Show HN: Octosphere, a tool to decentralise scientific publishing

(octosphere.social)

56 points | by crimsoneer 21 hours ago

6 comments

verdverm 20 hours ago
Are you aware of the current efforts by researchers on Bluesky to build a new researchers platform on ATProto? (Forget the project name at the moment)
If not, same handle over there, I can get you in touch with them. Or hit up Boris, he knows everyone and is happy to make connections
There's also a full day at the upcoming conference on ATProto & scientific related things. I think they com on discourse more (?)
[-]
- nosuchthing 9 hours ago
  Isn't ATProto just a compromised version of Activity Pub, basically designed around an excuse to force all users into a data mining firehose structure like twitter used to have only there's no privacy features or federation for moderation controls?
  [-]
  - greentea23 5 hours ago
    Yes. Nostr and ActivityPub are so easy too, I don't see much advantage to ATProto and so many disadvantages. It's as decentralized as a meme coin, just waiting for the rug pull.
    To me something git-like with a peer review UI (a la pull requests) seems far more natural for distributed academic publications than a social media protocol though.
    [-]
    - crimsoneer 5 hours ago
      So I briefly touched on this in the blog post, but to expand a little... ATProto provides significantly more "batteries included" than ActivityPub in my view - if you use ATProto, it can handle both authentication and identity management, and effectively act as your back-end and CRUD operations (eg, oauth with your PDS, and then write/read from the network for your object creation based on your Lexicon).
      ActivityPub, based on my understanding, really doesn't work like that - while you an oauth with your mastodon account, the expectation is you'll be handling identity and back-end bits, and then sharing events across the network (happy to be corrected).
      Part of what kicked this off is seeing ATProto's new devrel person at a meetup and finding their vision pretty compelling.

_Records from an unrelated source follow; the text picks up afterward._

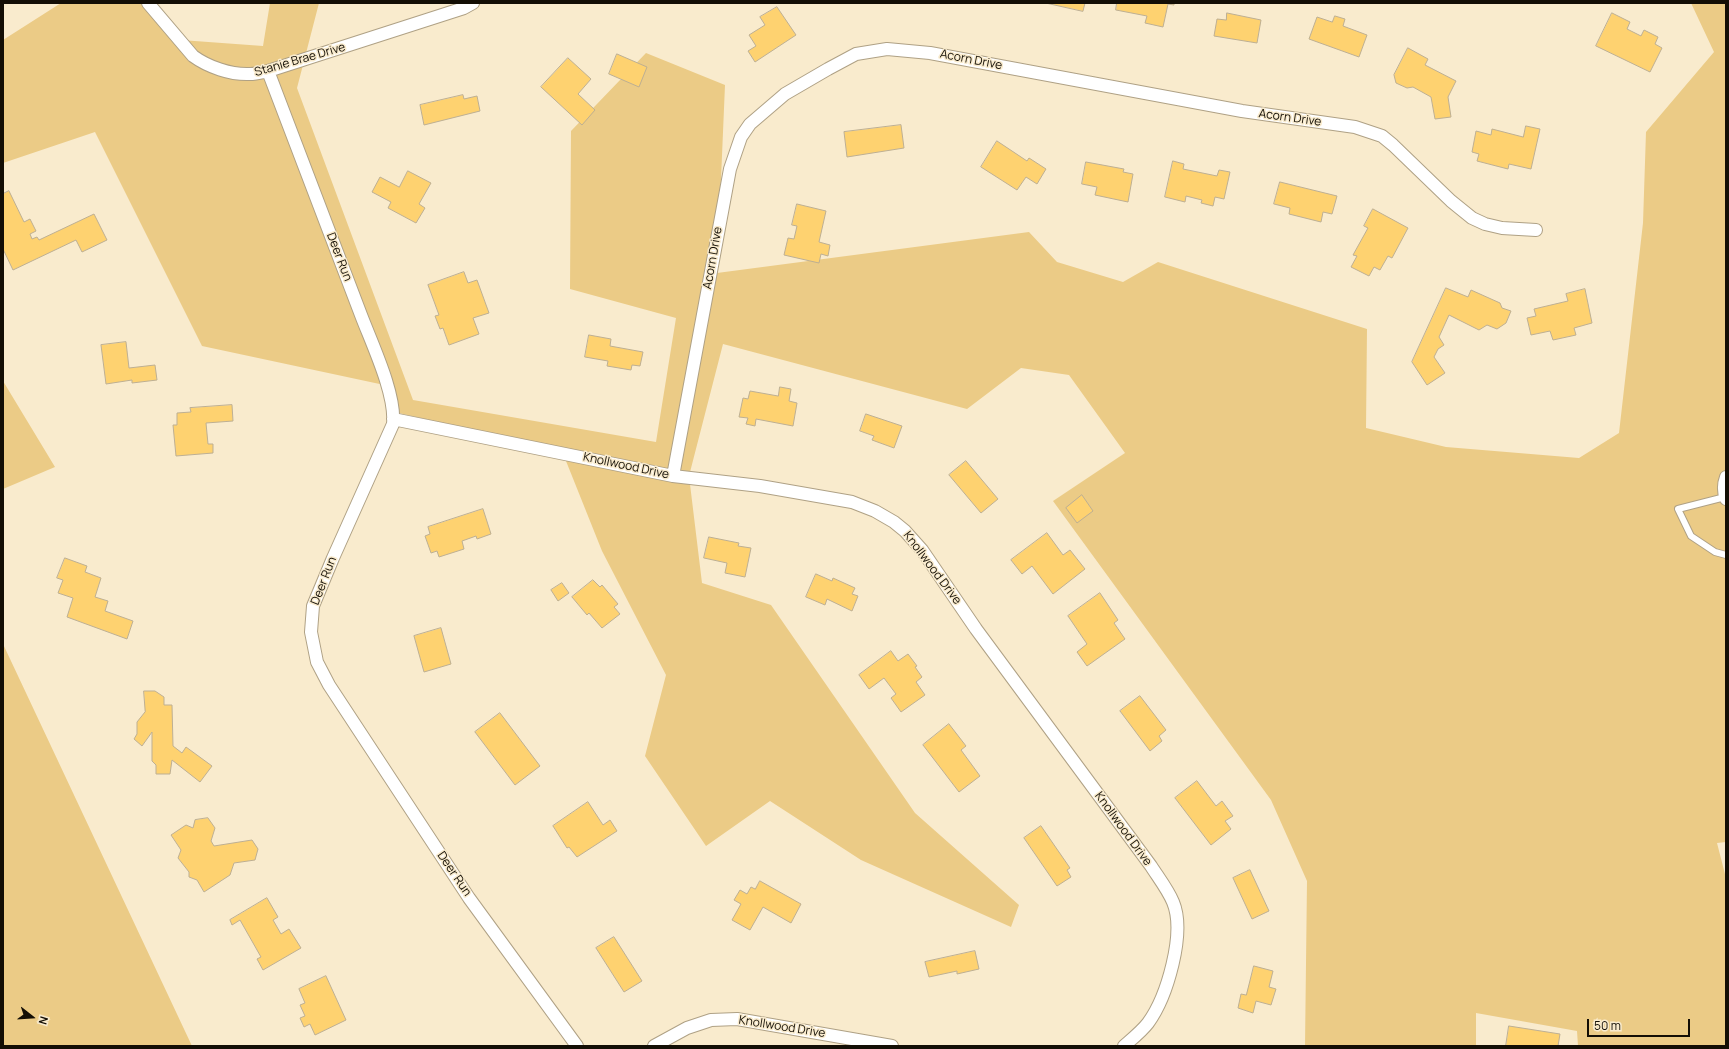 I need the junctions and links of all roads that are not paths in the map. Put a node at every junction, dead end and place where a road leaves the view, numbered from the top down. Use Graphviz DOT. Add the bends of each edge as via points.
graph roads {
  1 [pos="148,3"];
  2 [pos="473,3"];
  3 [pos="268,71"];
  4 [pos="1536,230"];
  5 [pos="393,419"];
  6 [pos="673,476"];
  7 [pos="1726,477"];
  8 [pos="1726,498"];
  9 [pos="1726,555"];
  10 [pos="576,1046"];
  11 [pos="654,1046"];
  12 [pos="892,1046"];
  13 [pos="1124,1046"];
  1 -- 3 [label="street, Stanie Brae Drive" via="200,61 223,70 250,74"];
  2 -- 3 [label="street, Stanie Brae Drive"];
  3 -- 5 [label="street, Deer Run" via="374,349 391,398"];
  4 -- 6 [label="street, Acorn Drive" via="1502,228 1472,218 1382,136 1355,127 1242,111 930,53 887,49 856,54 785,94 750,124 741,137 730,169"];
  5 -- 6 [label="street, Knollwood Drive"];
  5 -- 10 [label="street, Deer Run" via="313,606 311,632 317,662 331,688 469,898"];
  6 -- 13 [label="street, Knollwood Drive" via="760,486 852,502 894,522 922,550 1174,903 1178,930 1172,968 1163,995 1148,1023"];
  7 -- 8 [label="street" via="1723,484"];
  8 -- 9 [label="lane" via="1678,509 1691,536 1715,552"];
  11 -- 12 [label="street, Knollwood Drive" via="688,1028 711,1020 737,1019"];
}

      But yes, ActivityPub is more "robust" and decentralised (hence also jankier)
      https://andreasthinks.me/posts/octosphere/octosphere.html
  - southerntofu 6 hours ago
    Disclaimer: i'm rather hostile to ATProto for reinventing the wheel without bringing much value over AP/XMPP/Matrix.
    I don't think that's a fair characterization. Most AP implementations famously don't have privacy features: it was by design (and therefore no surprise to us tech folks), but i remember it was quite the scandal when users found out Mastodon instance admins could read users' private messages. A later "scandal" involved participation in the EUNOMIA research project about "provenance tracking" in federated networks [1], which to be fair to conspiracy theorists does sound like an academic front for NSA-style firehose R&D.

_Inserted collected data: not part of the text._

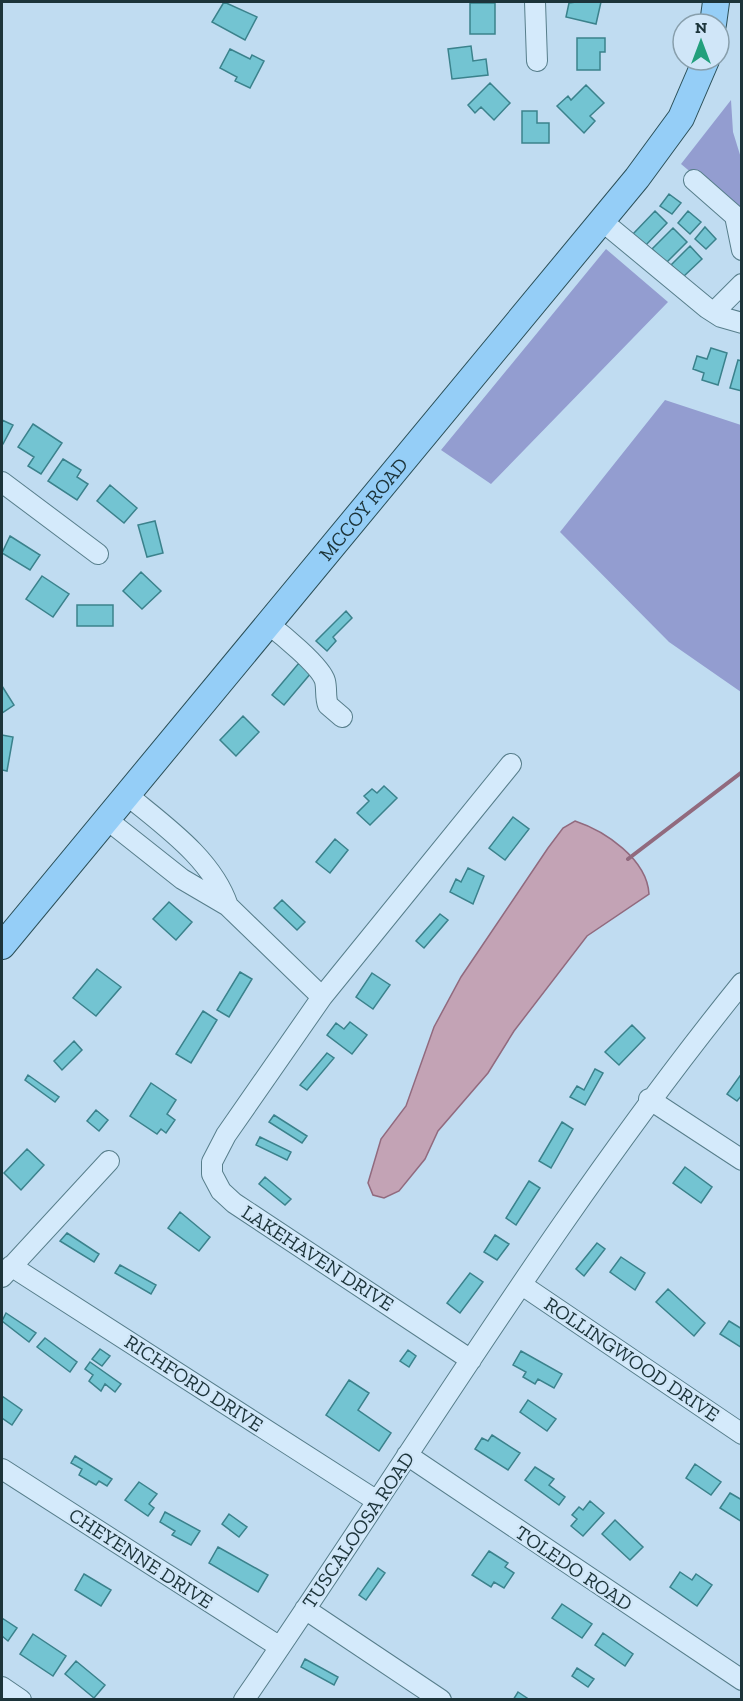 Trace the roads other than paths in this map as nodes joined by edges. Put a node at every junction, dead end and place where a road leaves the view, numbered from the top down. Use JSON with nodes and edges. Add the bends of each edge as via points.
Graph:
{"nodes":[{"id":1,"x":535,"y":2,"type":"edge"},
{"id":2,"x":537,"y":61,"type":"dead end"},
{"id":3,"x":701,"y":72,"type":"edge"},
{"id":4,"x":694,"y":180,"type":"dead end"},
{"id":5,"x":602,"y":221,"type":"junction"},
{"id":6,"x":741,"y":250,"type":"edge"},
{"id":7,"x":741,"y":284,"type":"edge"},
{"id":8,"x":714,"y":312,"type":"junction"},
{"id":9,"x":741,"y":323,"type":"edge"},
{"id":10,"x":2,"y":482,"type":"edge"},
{"id":11,"x":98,"y":554,"type":"dead end"},
{"id":12,"x":267,"y":622,"type":"junction"},
{"id":13,"x":342,"y":717,"type":"dead end"},
{"id":14,"x":512,"y":764,"type":"dead end"},
{"id":15,"x":126,"y":794,"type":"junction"},
{"id":16,"x":105,"y":818,"type":"junction"},
{"id":17,"x":228,"y":906,"type":"junction"},
{"id":18,"x":2,"y":946,"type":"edge"},
{"id":19,"x":741,"y":982,"type":"edge"},
{"id":20,"x":322,"y":997,"type":"junction"},
{"id":21,"x":649,"y":1099,"type":"junction"},
{"id":22,"x":741,"y":1160,"type":"edge"},
{"id":23,"x":109,"y":1161,"type":"dead end"},
{"id":24,"x":6,"y":1271,"type":"edge"},
{"id":25,"x":522,"y":1285,"type":"junction"},
{"id":26,"x":471,"y":1360,"type":"junction"},
{"id":27,"x":741,"y":1434,"type":"edge"},
{"id":28,"x":407,"y":1455,"type":"junction"},
{"id":29,"x":2,"y":1469,"type":"edge"},
{"id":30,"x":377,"y":1501,"type":"junction"},
{"id":31,"x":305,"y":1609,"type":"junction"},
{"id":32,"x":280,"y":1647,"type":"junction"},
{"id":33,"x":741,"y":1680,"type":"edge"},
{"id":34,"x":2,"y":1687,"type":"edge"},
{"id":35,"x":21,"y":1700,"type":"edge"},
{"id":36,"x":244,"y":1700,"type":"edge"},
{"id":37,"x":441,"y":1700,"type":"edge"}],
"edges":[{"from":1,"to":2,"type":"street"},
{"from":3,"to":5,"type":"main road","name":"MCCOY ROAD","via":[[681,118]]},
{"from":4,"to":6,"type":"street","via":[[735,216]]},
{"from":5,"to":8,"type":"street"},
{"from":5,"to":12,"type":"main road","name":"MCCOY ROAD"},
{"from":7,"to":8,"type":"street"},
{"from":8,"to":9,"type":"street"},
{"from":10,"to":11,"type":"street"},
{"from":12,"to":13,"type":"street","via":[[319,671],[325,681],[328,705]]},
{"from":12,"to":15,"type":"main road","name":"MCCOY ROAD"},
{"from":14,"to":20,"type":"street","name":"LAKEHAVEN DRIVE"},
{"from":15,"to":16,"type":"main road","name":"MCCOY ROAD"},
{"from":15,"to":17,"type":"street","via":[[196,856],[222,888]]},
{"from":16,"to":17,"type":"street","via":[[182,879]]},
{"from":16,"to":18,"type":"main road","name":"MCCOY ROAD"},
{"from":17,"to":20,"type":"street"},
{"from":19,"to":21,"type":"street"},
{"from":20,"to":26,"type":"street","name":"LAKEHAVEN DRIVE","via":[[217,1150],[212,1162],[214,1182],[234,1203]]},
{"from":21,"to":22,"type":"street"},
{"from":21,"to":25,"type":"street"},
{"from":23,"to":24,"type":"street"},
{"from":24,"to":30,"type":"street","name":"RICHFORD DRIVE"},
{"from":25,"to":26,"type":"street"},
{"from":25,"to":27,"type":"street","name":"ROLLINGWOOD DRIVE"},
{"from":26,"to":28,"type":"street","name":"TUSCALOOSA ROAD"},
{"from":28,"to":30,"type":"street","name":"TUSCALOOSA ROAD"},
{"from":28,"to":33,"type":"street","name":"TOLEDO ROAD"},
{"from":29,"to":32,"type":"street","name":"CHEYENNE DRIVE"},
{"from":30,"to":31,"type":"street","name":"TUSCALOOSA ROAD"},
{"from":31,"to":32,"type":"street","name":"TUSCALOOSA ROAD"},
{"from":31,"to":37,"type":"street"},
{"from":32,"to":36,"type":"street","name":"TUSCALOOSA ROAD"},
{"from":34,"to":35,"type":"street"}]}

    That being said, Bluesky is much harder to selfhost and is therefore not decentralized in practice. [2] See also Blacksky development notes. However, Bluesky does bring a very interesting piece to the puzzle which AP carefully ignored despite years of research in AP-adjacent protocols (such as Hubzilla): account portability.

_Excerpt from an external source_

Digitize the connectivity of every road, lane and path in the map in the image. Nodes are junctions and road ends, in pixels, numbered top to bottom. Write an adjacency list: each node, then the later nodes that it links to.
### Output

    All in all, i'm still siding on the ActivityPub ecosystem because i think it's much more ethical and friendly in all regards, and i'm really sad so many so-called journalists, researchers and leftists jumped ship to Bluesky just because the attraction of "Twitter reborn" (with the same startup nation vibes) was too strong. At least in my circles, i did not meet a single person who mentioned the choice of Bluesky was about UX or features.
    But now, i'm slowly warming up to the ATmosphere having a vibrant development community. Much more so than AP. And to be fair to ATProto, it is worse than AP from a centralization standpoint, but at least it's not as bad and complex as the matrix protocol which brought 0 value over AP/XMPP but made implementations 100x more complex and resource-intensive.
    [1] https://cordis.europa.eu/project/id/825171/reporting
    [2] https://arewedecentralizedyet.online/
- crimsoneer 20 hours ago
  Ooh no, please do, but would love to hear more!
  [-]
  - verdverm 20 hours ago
    Go chime in and share your work here: https://discourse.atprotocol.community/t/about-the-atproto-s...
    That'll get us connected off HN
    I think Cosmik is the group I was thinking of that has also put out some initial poc like yourself
- Johnny_Bonk 20 hours ago
  id also be curious to follow this if you have any links or resources
  [-]
  - verdverm 20 hours ago
    This is probably a good jumping off point
    https://discourse.atprotocol.community/t/about-the-atproto-s...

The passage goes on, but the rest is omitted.